Task input Start Marker

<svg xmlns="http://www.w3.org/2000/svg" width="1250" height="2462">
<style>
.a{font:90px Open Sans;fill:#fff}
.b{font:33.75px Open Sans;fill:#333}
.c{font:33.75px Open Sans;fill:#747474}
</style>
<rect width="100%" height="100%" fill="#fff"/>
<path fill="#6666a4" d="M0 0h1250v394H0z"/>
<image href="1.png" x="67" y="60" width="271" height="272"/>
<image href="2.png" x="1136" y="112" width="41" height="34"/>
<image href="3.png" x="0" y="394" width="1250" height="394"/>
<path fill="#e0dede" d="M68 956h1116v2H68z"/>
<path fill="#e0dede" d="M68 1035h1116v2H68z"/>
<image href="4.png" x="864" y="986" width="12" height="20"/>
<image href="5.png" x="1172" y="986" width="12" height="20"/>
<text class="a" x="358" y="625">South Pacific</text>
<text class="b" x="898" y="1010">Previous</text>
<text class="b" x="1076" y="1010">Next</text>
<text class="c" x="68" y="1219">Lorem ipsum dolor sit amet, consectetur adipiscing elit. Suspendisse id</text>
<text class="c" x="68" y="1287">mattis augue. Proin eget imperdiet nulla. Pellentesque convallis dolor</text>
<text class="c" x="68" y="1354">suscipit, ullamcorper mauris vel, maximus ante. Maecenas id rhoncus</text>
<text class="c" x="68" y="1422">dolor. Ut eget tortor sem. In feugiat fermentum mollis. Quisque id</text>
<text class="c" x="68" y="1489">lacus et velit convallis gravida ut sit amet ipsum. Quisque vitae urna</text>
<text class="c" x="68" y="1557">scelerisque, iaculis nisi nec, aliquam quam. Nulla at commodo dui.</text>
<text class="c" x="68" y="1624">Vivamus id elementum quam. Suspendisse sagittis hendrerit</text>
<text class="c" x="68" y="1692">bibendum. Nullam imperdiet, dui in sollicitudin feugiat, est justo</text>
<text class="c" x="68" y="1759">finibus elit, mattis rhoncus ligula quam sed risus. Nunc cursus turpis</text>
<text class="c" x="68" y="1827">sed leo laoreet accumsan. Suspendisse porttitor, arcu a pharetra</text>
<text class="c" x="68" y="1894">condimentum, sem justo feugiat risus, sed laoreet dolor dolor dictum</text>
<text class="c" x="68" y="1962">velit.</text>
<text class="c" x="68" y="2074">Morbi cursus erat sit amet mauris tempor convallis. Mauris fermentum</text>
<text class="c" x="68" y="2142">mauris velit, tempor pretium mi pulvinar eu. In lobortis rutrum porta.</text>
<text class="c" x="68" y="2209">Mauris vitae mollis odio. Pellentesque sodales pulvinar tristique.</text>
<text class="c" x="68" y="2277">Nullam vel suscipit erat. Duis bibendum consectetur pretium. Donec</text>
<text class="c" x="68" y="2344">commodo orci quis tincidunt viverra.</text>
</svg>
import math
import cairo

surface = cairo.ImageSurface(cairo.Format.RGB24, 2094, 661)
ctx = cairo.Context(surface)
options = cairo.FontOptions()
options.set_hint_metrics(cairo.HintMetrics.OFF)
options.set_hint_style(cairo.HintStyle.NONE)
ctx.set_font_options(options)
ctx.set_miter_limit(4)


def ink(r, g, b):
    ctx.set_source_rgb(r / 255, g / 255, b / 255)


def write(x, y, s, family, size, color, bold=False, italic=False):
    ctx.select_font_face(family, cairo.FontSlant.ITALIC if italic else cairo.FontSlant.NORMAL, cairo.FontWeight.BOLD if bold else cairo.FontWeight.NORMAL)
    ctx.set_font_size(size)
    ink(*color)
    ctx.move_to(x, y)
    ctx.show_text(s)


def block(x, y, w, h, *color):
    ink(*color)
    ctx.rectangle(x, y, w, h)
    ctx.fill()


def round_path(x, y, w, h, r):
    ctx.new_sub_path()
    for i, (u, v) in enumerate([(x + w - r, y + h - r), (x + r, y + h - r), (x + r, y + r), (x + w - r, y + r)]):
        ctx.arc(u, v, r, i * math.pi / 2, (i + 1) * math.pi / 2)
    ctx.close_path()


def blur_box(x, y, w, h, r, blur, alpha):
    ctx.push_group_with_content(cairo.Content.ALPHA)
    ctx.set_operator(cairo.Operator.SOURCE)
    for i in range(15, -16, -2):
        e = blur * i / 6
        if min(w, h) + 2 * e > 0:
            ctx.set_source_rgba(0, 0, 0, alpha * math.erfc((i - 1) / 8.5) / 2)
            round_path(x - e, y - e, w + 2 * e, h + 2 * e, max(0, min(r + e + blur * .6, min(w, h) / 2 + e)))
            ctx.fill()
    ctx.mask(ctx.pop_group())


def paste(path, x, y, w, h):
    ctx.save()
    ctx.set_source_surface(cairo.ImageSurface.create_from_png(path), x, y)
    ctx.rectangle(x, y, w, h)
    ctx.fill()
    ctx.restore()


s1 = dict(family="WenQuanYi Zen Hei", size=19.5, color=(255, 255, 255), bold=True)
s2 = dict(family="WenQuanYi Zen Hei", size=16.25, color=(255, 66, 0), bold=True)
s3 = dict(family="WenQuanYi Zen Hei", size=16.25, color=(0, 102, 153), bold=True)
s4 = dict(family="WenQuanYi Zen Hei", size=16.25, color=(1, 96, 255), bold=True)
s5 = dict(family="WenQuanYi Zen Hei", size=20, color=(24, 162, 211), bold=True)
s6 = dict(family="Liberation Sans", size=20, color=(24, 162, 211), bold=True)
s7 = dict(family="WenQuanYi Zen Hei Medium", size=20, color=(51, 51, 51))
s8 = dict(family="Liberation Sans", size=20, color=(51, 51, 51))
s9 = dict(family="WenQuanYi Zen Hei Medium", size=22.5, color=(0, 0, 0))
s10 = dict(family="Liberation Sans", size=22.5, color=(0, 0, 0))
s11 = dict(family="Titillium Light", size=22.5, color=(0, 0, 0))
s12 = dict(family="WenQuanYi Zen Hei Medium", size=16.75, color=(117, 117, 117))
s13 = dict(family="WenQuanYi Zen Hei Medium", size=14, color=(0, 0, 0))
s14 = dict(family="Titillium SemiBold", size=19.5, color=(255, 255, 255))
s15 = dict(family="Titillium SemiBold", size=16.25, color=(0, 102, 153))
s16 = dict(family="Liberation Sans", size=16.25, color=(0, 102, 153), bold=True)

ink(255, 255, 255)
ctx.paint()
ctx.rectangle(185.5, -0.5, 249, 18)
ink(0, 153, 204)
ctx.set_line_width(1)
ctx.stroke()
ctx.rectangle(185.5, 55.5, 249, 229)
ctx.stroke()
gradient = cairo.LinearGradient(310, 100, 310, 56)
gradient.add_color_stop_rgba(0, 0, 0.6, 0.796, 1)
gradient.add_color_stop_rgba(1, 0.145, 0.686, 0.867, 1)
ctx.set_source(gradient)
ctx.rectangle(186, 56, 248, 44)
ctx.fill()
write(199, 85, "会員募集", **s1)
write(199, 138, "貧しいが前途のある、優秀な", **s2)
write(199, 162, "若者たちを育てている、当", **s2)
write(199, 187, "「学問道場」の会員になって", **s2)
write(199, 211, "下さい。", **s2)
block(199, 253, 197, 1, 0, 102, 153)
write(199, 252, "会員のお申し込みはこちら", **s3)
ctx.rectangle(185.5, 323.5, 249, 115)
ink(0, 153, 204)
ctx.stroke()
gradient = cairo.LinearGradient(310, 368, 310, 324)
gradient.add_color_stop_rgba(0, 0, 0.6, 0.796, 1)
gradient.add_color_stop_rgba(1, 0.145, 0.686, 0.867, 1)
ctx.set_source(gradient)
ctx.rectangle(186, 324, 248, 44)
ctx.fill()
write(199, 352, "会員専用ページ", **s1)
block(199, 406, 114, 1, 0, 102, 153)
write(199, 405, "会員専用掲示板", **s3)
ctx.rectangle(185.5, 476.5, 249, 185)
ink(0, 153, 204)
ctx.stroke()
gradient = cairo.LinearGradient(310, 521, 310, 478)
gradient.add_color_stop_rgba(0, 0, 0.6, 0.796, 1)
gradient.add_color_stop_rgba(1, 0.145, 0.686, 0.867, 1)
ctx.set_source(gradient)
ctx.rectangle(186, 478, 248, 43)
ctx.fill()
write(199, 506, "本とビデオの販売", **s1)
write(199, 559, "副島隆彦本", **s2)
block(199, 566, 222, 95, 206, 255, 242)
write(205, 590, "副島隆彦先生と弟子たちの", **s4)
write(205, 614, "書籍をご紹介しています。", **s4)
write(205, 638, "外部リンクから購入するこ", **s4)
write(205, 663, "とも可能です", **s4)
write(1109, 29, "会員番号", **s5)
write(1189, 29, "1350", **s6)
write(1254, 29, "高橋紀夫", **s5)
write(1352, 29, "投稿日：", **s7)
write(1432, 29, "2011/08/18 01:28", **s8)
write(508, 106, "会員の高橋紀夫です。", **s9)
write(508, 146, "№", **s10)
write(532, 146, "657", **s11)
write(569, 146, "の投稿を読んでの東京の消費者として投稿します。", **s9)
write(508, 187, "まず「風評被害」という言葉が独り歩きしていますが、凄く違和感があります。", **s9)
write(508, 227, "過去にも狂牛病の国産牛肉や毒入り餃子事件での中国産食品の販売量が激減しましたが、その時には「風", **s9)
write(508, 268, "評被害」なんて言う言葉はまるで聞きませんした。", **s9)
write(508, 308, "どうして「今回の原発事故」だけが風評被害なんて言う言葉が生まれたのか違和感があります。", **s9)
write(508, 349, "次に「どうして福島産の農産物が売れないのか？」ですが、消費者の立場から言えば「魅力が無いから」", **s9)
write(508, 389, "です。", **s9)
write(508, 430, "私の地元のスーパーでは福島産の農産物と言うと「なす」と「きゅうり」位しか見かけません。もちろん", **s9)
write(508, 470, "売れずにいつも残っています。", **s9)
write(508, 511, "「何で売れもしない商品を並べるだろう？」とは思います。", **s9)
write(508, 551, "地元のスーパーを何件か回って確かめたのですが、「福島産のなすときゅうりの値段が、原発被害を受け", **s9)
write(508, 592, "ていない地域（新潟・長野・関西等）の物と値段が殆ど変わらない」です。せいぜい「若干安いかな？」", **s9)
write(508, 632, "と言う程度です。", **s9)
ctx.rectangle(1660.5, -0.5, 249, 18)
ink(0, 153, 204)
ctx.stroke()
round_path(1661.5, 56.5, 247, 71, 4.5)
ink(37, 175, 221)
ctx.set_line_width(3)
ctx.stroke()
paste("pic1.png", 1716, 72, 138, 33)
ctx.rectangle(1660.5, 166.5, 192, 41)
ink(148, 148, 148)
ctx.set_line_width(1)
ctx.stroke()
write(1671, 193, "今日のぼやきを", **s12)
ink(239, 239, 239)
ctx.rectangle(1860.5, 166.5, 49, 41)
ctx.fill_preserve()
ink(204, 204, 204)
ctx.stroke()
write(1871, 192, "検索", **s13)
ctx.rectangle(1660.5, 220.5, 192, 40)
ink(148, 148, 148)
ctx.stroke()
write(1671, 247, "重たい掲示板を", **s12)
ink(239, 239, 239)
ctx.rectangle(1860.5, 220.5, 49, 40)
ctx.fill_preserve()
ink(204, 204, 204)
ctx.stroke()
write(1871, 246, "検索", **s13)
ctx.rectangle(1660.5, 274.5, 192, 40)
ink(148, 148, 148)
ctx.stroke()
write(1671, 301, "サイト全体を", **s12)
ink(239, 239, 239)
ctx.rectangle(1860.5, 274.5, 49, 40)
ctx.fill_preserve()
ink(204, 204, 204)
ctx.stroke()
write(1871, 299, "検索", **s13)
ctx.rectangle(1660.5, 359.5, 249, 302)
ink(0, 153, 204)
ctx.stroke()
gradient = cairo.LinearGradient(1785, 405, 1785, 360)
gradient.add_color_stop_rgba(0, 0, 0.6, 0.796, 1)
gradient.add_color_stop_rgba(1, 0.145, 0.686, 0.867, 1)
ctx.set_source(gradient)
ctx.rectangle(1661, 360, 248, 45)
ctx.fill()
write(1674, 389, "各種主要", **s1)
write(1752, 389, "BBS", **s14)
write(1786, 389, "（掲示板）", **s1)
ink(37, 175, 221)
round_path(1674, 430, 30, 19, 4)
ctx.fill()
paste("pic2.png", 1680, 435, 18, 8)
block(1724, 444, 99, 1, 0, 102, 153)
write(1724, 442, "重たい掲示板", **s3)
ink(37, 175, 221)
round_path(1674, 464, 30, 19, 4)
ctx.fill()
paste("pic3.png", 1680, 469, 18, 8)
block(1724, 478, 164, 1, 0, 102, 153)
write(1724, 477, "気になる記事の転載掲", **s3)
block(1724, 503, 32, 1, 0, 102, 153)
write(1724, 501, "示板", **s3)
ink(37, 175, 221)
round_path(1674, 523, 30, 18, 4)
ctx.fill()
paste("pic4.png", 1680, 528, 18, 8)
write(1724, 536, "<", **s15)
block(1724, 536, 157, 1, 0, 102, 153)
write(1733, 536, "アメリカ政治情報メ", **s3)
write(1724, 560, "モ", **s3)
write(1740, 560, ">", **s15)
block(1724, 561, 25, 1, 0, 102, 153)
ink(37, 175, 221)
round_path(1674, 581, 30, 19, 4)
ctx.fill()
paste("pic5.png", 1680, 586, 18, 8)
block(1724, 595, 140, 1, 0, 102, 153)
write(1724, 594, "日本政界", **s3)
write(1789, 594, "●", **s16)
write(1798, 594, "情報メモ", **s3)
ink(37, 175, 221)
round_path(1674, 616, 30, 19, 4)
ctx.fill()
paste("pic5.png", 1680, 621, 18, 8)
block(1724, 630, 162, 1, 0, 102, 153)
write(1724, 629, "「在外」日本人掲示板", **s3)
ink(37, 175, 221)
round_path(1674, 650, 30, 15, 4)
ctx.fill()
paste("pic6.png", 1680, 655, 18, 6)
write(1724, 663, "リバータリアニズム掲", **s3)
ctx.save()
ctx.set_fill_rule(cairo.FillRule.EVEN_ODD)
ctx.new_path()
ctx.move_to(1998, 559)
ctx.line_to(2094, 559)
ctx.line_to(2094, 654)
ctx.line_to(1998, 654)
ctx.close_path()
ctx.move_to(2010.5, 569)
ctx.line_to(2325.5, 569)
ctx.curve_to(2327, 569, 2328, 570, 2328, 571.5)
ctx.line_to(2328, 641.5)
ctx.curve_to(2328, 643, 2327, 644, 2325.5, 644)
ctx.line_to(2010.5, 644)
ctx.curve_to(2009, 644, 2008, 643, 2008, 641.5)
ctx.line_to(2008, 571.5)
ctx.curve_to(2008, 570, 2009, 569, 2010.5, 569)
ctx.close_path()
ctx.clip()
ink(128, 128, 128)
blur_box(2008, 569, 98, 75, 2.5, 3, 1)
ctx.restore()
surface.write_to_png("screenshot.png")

Task input End Marker

> _Directions_
Reply with one number, the count of lines in the records that include the word "math".

> _Your solution_
3